8.3.07

because sexism sucks

Blog Against Sexism Day

i found this late in the day, but is it ever too late? blog on, good people. say what you want. oh, and also, check out a whole bunch of IWD-related stuff at the ROUND-UP we posted here. in fact, send people you know there too. time to spike the site stats.

women's day international

happy iwd. yeah, happy happy joy joy. oda's slight of hand yesterday - another in a series of pre-electoral posing by team harper - is downright sinister. she got wise after all the opposition and pressure and put back into swc the exact amount she took out six months ago. cute. but no reversal whatsoever on the removal of "equality" from the department's mandate. and they'd rather eat glass than dare go back on the decision to prohibit the use of federal funding for such heinous activities as lobbying or advocacy. nope, just a return of the paltry amount of money they cut in the first place. and we're supposed to see them/this as ... what exactly? generous? charitable? an endorsement of the value of the work swc does? it's no different than throwing a thousand bucks at parents and calling it a child care strategy. moving chump change back and forth does not an equality-supporting strategy make. the conservatives are hoping all these robin hood acts will trigger short-term memory loss among voters. my only fear is that it just might work, which says far more about my feelings toward the electorate than the harper people.

for some people iwd is a time to gather, rally, commemorate, or even OCCUPY. i say it's an occasion to Say Something. here's a
commentary i wrote recently and never got around to shopping around.

Is International Women’s Day an occasion to take stock of our successes in inching closer to true women’s equality? Absolutely. Many advancements here at home are cause for celebration, as is the support we give to women around the world through foreign aid and development assistance.

But the pesky truth about women’s equality is that it does not yet exist. IWD should remind us of how far we need to go as much as of how far we have come.

The truth speaks for itself. If you are a woman on this planet, you are more likely to be poor, more likely to be a victim of violence, more likely to be voiceless, and more likely to be not in charge. You are less likely to have access to education, services, or corridors of power.

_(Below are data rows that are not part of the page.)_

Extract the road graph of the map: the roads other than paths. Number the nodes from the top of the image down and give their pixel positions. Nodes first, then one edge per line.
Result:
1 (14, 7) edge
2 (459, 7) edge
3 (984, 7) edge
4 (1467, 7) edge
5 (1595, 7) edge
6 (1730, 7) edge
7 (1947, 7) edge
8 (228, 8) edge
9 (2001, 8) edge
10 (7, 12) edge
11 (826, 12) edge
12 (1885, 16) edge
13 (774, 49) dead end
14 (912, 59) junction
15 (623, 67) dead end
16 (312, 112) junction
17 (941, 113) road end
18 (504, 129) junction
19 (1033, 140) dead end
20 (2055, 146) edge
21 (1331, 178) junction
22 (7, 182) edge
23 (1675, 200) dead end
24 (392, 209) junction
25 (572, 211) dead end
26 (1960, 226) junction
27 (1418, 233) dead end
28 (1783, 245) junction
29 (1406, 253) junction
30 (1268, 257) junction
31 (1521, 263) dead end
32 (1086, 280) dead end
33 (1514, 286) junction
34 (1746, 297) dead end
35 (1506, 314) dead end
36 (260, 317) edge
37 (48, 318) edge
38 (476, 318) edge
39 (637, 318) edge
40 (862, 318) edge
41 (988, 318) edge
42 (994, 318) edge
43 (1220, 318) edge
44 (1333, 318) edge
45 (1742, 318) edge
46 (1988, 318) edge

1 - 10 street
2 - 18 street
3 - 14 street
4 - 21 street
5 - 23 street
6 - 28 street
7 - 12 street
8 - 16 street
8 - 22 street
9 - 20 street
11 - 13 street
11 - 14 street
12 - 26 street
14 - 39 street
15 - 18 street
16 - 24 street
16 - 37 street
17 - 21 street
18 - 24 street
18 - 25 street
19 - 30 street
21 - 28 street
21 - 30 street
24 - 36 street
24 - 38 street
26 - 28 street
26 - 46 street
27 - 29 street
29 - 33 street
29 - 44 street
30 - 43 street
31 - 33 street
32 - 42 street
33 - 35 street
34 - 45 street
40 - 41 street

We are comfortable in Canada – we sure have come a long way, baby. Yet here, as elsewhere, the truth about the cycle of poverty is undeniable. Women and girls are systematically more vulnerable, and systemically denied access to the very resources that would foster equality.

Canada is internationally renowned for generosity, and Canadians can indeed take pride in the giving spirit that has contributed to inspirational achievements in communities the world over. Where developing nations are concerned, we seem to understand the importance of women’s empowerment. And I think Canadians are capable of going beyond whatever trendy women's cause is garnering Oprah-like attention. We have a deeper appreciation of what it will take for women in the Middle East to experience freedom, for African women to escape poverty, for South American women to know safety. But how seriously do we take equality in Canada?

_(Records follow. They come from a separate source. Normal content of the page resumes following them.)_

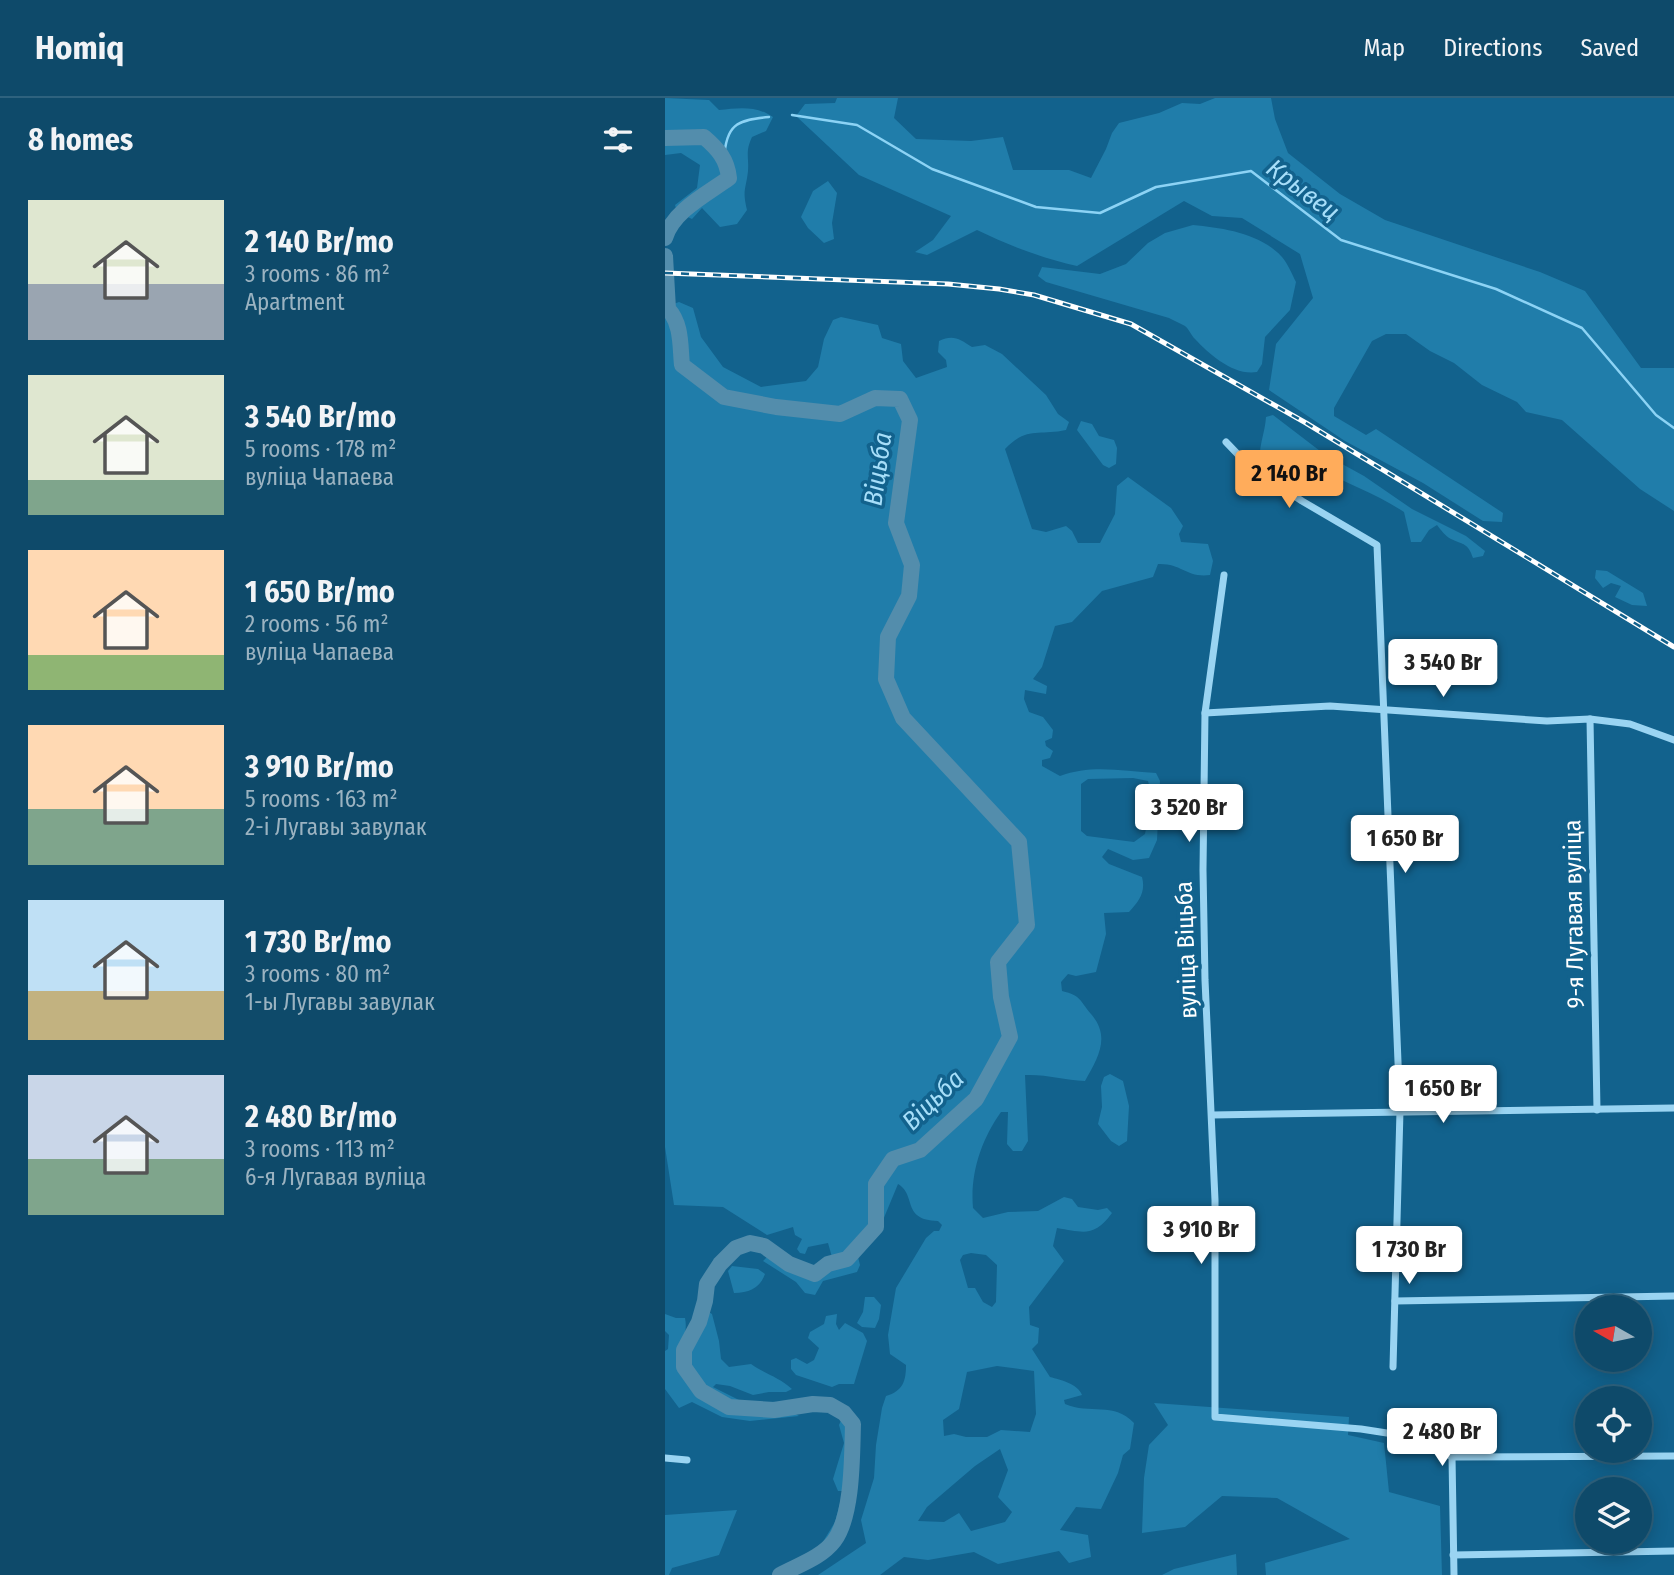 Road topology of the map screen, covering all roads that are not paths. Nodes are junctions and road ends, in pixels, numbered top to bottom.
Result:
1 (1226, 442) dead end
2 (1224, 575) dead end
3 (1385, 709) junction
4 (1205, 713) junction
5 (1590, 719) junction
6 (1674, 740) edge
7 (1674, 1108) edge
8 (1597, 1110) junction
9 (1400, 1111) junction
10 (1212, 1115) junction
11 (1674, 1296) edge
12 (1395, 1301) junction
13 (1393, 1367) dead end
14 (1674, 1456) edge
15 (1452, 1457) junction
16 (665, 1458) edge
17 (687, 1460) dead end
18 (1674, 1551) edge
19 (1453, 1555) junction
20 (1454, 1575) edge

1 - 3 street
2 - 4 street, вуліца Віцьба
3 - 4 street
3 - 5 street
3 - 9 street
4 - 10 street, вуліца Віцьба
5 - 6 street
5 - 8 street, 9-я Лугавая вуліца
7 - 8 street
8 - 9 street
9 - 10 street
9 - 12 street
10 - 15 street, вуліца Віцьба
11 - 12 street
12 - 13 street
14 - 15 street
15 - 19 street
16 - 17 street
18 - 19 street
19 - 20 street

By shrinking the operating budget and crippling its ability to support groups that engage in advocacy or lobbying, the federal government has demonstrated its belief that the need for a bolstered government agency like Status of Women Canada is over. As if throwing a bit of money at service organizations is investing in true strategies for balancing the gender divide.

It’s not that we worry that Mr. Harper doesn’t care about women’s safety or their access to services. The concern is that Mr. Harper is out of touch with reality – that he doesn’t get how the realities of women’s lives are interconnected. Sure, women are not a homogenous group. But systemic discrimination affects all women in the same way. Women’s employability is about more than women’s education. Women’s education is about more than economic viability. Child care is about more than family support. Housing and social assistance is about more than social development. Sheltering abused women without addressing the root causes of violence means we miss a huge part of women’s security.

There is a war right here at home on the rights of women. The federal government has shown an aversion to equality-seeking strategies, opting instead for policy by stealth. We were this close to having a national childcare program and have now basically reinvented mother’s allowance and preemptively struck down a coherent national system of support for families. The federal government has banned federally-funded women’s groups from doing advocacy or lobbying work. The federal government has considerably downsized the sole federal department that monitors and promotes Canada’s commitments to the United Nations Convention on the Elimination of Discrimination Against Women.

They do this at a time when everyone knows the stats about women’s lower income, women’s under-representation in elected office, and when women are proportionately poorer.

They do this at a time when violence against women is commonplace. Recent reports of gruesome testimony from the Pickton trial make the Paul Bernardo case seem mild. We can’t seem to go a month in Canada without hearing of another woman murdered at the hands of her husband. Stories about missing women are so common, they’ve become like white noise. Women’s lives – or the expendability of them – are sensational enough for the evening news, but apparently not enough for the Harper government who would sooner mock women’s equality than support it.

And so the question we should all be asking, appropriately so today: Does the Harper government really believe in celebrating women, or merely in aiding the ongoing denial of our equality?